WHAT YOU SHOULD DO. The answer is to be the data below, written out in full and exactly.

DATA SUPPLIED.
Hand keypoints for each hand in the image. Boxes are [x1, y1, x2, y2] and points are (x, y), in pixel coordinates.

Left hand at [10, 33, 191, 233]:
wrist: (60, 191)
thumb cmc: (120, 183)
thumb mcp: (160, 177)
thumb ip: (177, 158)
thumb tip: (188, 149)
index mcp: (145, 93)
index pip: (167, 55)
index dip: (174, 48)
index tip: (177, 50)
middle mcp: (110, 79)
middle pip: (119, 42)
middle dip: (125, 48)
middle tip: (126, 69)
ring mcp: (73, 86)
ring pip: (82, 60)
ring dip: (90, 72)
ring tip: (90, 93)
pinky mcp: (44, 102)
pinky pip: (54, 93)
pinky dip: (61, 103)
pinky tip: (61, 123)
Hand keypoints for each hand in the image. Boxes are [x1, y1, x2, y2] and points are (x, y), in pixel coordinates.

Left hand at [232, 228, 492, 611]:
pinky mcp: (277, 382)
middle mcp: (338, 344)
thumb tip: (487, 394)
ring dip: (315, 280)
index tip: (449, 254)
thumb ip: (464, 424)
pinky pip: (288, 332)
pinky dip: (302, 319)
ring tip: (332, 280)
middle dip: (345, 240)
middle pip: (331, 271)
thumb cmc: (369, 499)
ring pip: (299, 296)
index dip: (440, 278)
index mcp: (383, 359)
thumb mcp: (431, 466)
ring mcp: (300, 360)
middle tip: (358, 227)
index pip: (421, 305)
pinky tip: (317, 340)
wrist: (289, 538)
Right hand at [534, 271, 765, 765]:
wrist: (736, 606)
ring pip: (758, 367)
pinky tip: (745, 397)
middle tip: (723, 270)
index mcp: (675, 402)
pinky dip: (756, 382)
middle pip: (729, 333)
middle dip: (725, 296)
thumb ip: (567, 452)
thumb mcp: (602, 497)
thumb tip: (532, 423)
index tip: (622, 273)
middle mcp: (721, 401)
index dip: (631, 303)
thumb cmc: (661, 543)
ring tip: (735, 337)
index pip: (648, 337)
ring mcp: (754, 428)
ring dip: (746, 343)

COMPLETED EXERCISE.
Hand keypoints for each hand in the image. Boxes are [x1, y1, x2, y2] and points are (x, y), in pixel coordinates.

Left hand at [10, 33, 191, 233]:
wrist: (60, 191)
thumb cmc: (120, 183)
thumb mcp: (160, 177)
thumb ip: (177, 158)
thumb tip: (188, 149)
index mcp: (145, 93)
index pip: (167, 55)
index dip: (174, 48)
index tip: (177, 50)
middle mcp: (110, 79)
middle pip: (119, 42)
middle dip: (125, 48)
middle tip: (126, 69)
ring mcp: (73, 86)
ring pip: (82, 60)
ring dip: (90, 72)
ring tip: (90, 93)
pinky mcp: (44, 102)
pinky pip: (54, 93)
pinky dip: (61, 103)
pinky tip: (61, 123)
Hand keypoints for each hand in the image. Boxes are [x1, y1, x2, y2] and points are (x, y), in pixel coordinates.

Left hand at [232, 228, 492, 611]:
pinky mcp: (277, 382)
middle mcp: (338, 344)
thumb tip: (487, 394)
ring dip: (315, 280)
index tip: (449, 254)
thumb ip: (464, 424)
pinky pip: (288, 332)
pinky dip: (302, 319)
ring tip: (332, 280)
middle dip: (345, 240)
middle pip: (331, 271)
thumb cmc: (369, 499)
ring pip: (299, 296)
index dip: (440, 278)
index mcp: (383, 359)
thumb mcp: (431, 466)
ring mcp: (300, 360)
middle tip: (358, 227)
index pip: (421, 305)
pinky tip: (317, 340)
wrist: (289, 538)
Right hand at [534, 271, 765, 765]:
wrist: (736, 606)
ring pip: (758, 367)
pinky tip: (745, 397)
middle tip: (723, 270)
index mcp: (675, 402)
pinky dip: (756, 382)
middle pip: (729, 333)
middle dip: (725, 296)
thumb ip: (567, 452)
thumb mcp: (602, 497)
thumb tip: (532, 423)
index tip: (622, 273)
middle mcp: (721, 401)
index dip: (631, 303)
thumb cmc: (661, 543)
ring tip: (735, 337)
index pip: (648, 337)
ring mcp: (754, 428)
ring dip: (746, 343)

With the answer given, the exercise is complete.